Based on the research results in the technical field, H Luo (2018) used the CNN network combined with optical flow diagram to extend the application of image data processing to the field of worker action and behavior recognition, and realized the classification of workers’ actions in specific scenarios [10]. The inspection provides new research ideas for the safety and productivity management of the construction site. Based on the on-site target detection, X Luo (2018) put forward the evaluation index of the coexistence relationship of different target objects in specific scenarios, and explored the productivity management, which has certain theoretical significance and practical application value [11]. The limitation is that only the problem of the existence level of the object is considered, and there is no exploration research on the interaction relationship between the objects.

3 Research Method

The traditional statistical learning method relies on the effective extraction of features, and its use in the scene environment with complex scenes and variable objects has been limited. In recent years, image recognition algorithms based on deep learning have solved the above limitations to some extent, but the application scenarios are narrow. This research hopes to further expand on the basis of the traditional video surveillance equipment, to detect the workers, materials, equipment and other targets on the construction site, and to identify and judge the possible human-object interaction relationship, and to realize the automatic extraction of the field data. On the basis of extracting the on-site information, it is possible to define the work scene, the judgment of the worker's work status, the identification and early warning of the dangerous scene, and provide the basis for on-site management. The main content of this research is divided into three parts: target detection model based on convolutional neural network, field interaction relationship discrimination model based on human-object interaction model, and visual system for field operation data acquisition and monitoring constructed by combining the two.

3.1 Field Object Detection Model Based on Mask RCNN

Computer vision refers to the use of sensors such as cameras and cameras, and the corresponding program algorithms to process and analyze the image information collected by the sensors, thereby performing functions such as identification, detection and measurement of visual objects. In short, it gives the machine a function similar to human vision. Computer vision has developed from the beginning to the present, and has a history of development for about forty years.

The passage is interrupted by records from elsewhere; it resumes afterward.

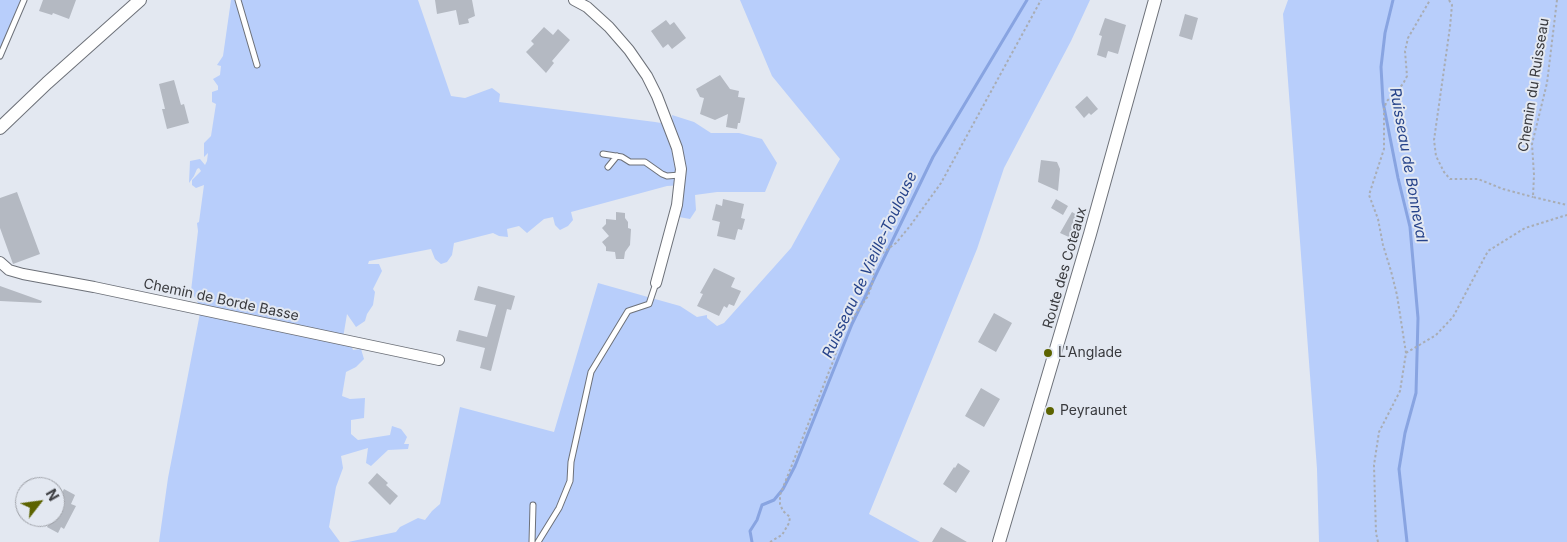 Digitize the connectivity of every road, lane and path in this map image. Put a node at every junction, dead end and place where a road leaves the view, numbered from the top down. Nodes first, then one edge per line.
1 (24, 0) edge
2 (140, 0) edge
3 (238, 0) edge
4 (574, 0) edge
5 (1041, 0) edge
6 (1155, 0) edge
7 (1430, 0) edge
8 (1449, 0) edge
9 (1557, 0) edge
10 (0, 56) edge
11 (257, 65) dead end
12 (0, 128) edge
13 (603, 154) dead end
14 (617, 156) junction
15 (608, 168) dead end
16 (680, 175) junction
17 (1533, 197) junction
18 (1567, 205) edge
19 (1567, 215) edge
20 (0, 262) edge
21 (656, 283) joint
22 (1406, 353) junction
23 (439, 360) dead end
24 (533, 505) dead end
25 (532, 542) edge
26 (538, 542) edge
27 (770, 542) edge
28 (999, 542) edge
29 (1378, 542) edge

1 - 10 lane
2 - 12 street
3 - 11 lane
4 - 16 street
5 - 27 path
6 - 28 street, Route des Coteaux
7 - 22 path
8 - 17 path
9 - 17 path, Chemin du Ruisseau
13 - 14 lane
14 - 15 lane
14 - 16 lane
16 - 21 street
17 - 18 path
19 - 22 path
20 - 23 street, Chemin de Borde Basse
21 - 26 lane
22 - 29 path
24 - 25 lane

As an application system, it has been continuously improved with the development of industrial automation.

In the mid-to-late 1990s, with the development of computer hardware performance and computing power, and the establishment of large-scale image databases, deep learning algorithms began to receive renewed attention. The advent of convolutional neural networks (CNN) has made it possible to use self-learning image features and classifiers, and machine learning based on deep learning has developed rapidly. Y LeCun (1998) proposed the LeNet network model and created the original prototype of CNN [12]. LeNet uses the three characteristics of local sensing, feature parameter sharing and down-sampling (pooling) to make up for the defects of the traditional fully connected neural network in the field of image recognition, greatly improving the recognition effect and performance of complex images. It has been used well and has received extensive attention. On the basis of LeNet, various CNN models began to appear. In 2012, Hinnet's CNN network AlexNet won the ImageNet Large-Scale Image Recognition Competition (ILSVRC 2012), which showed superior performance over other models [13]; afterwards, GoogLeNet, ResNet and other networks won the ILSVRC competition. The deep learning-based CNN network surpasses other types of methods and becomes the mainstream algorithm in the field of machine vision.

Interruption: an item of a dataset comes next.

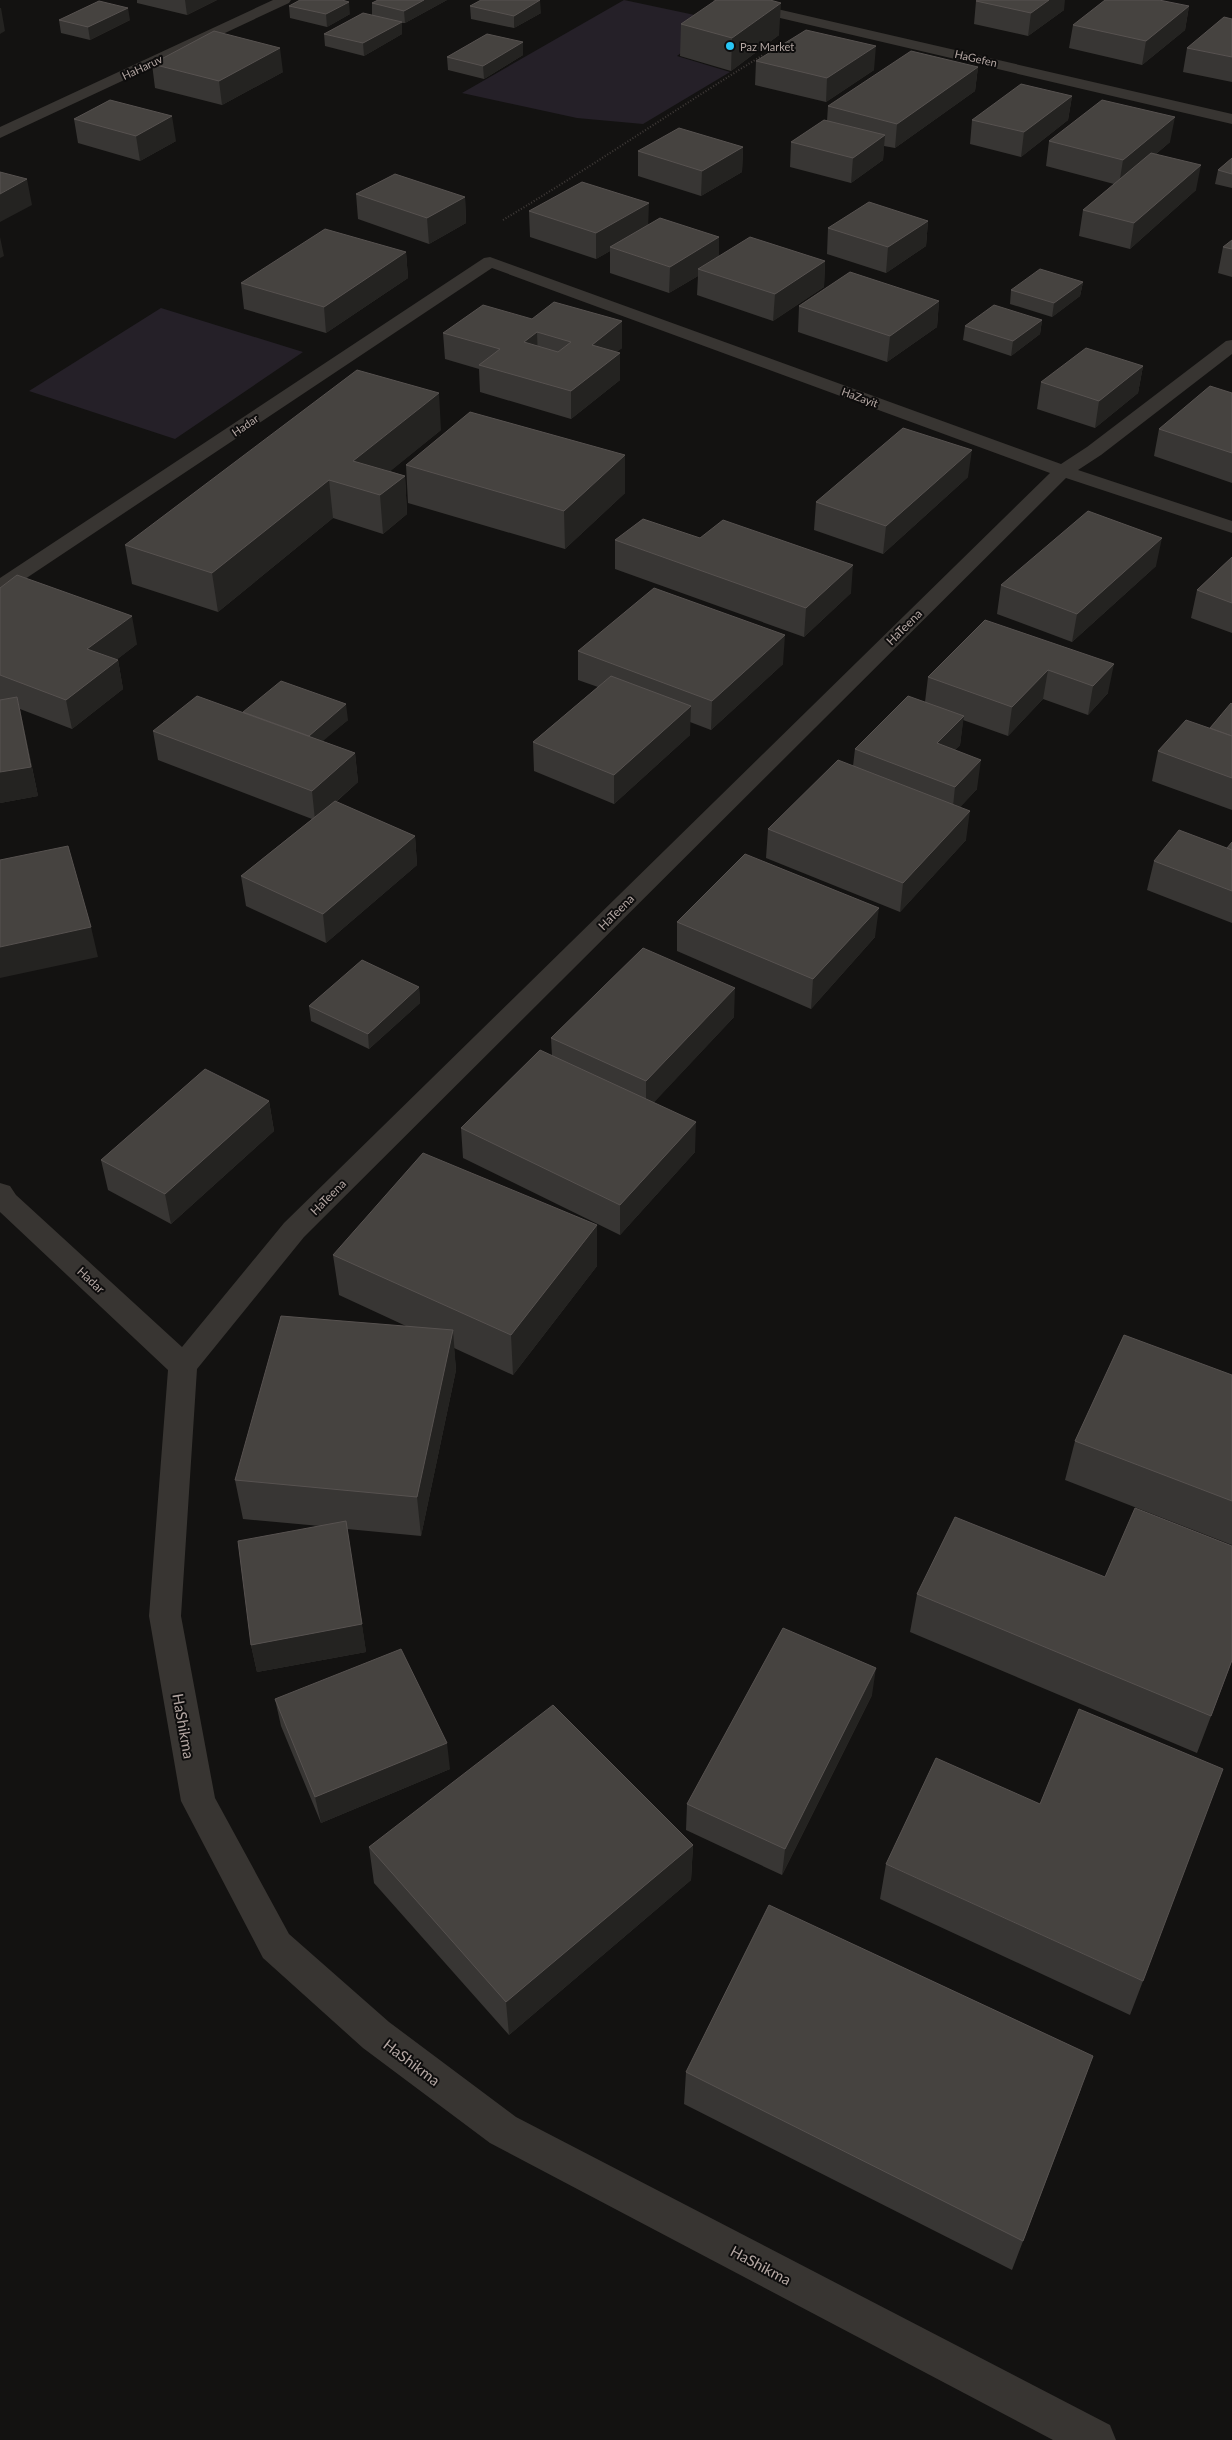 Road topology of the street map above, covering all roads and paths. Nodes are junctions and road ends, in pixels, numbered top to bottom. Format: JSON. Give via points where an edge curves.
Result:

Object detection refers to finding the location and category of an object in a given picture. This work needs to solve two problems, namely, where the object is (where the object is positioned on the image) and what the object is (image recognition). Traditional target detection algorithm uses the sliding window to perform target positioning [14], that is, select candidate frames of different sizes and positions, and judge the candidate frame by detecting the evaluation function (IOU, that is, the overlap ratio between the target window generated by the model and the original mark window) to determine whether the location is accurate, followed by CNN process to determine the classification of the object in the candidate frame. The limitations of this method are obvious: when the image contains multiple candidate objects, it is necessary to enumerate a large number of different candidate boxes, and classify and return each frame. This “violent exhaustive” regional selection strategy does not have a clear target. A lot of meaningless calculations of redundant windows are performed, resulting in very low detection efficiency.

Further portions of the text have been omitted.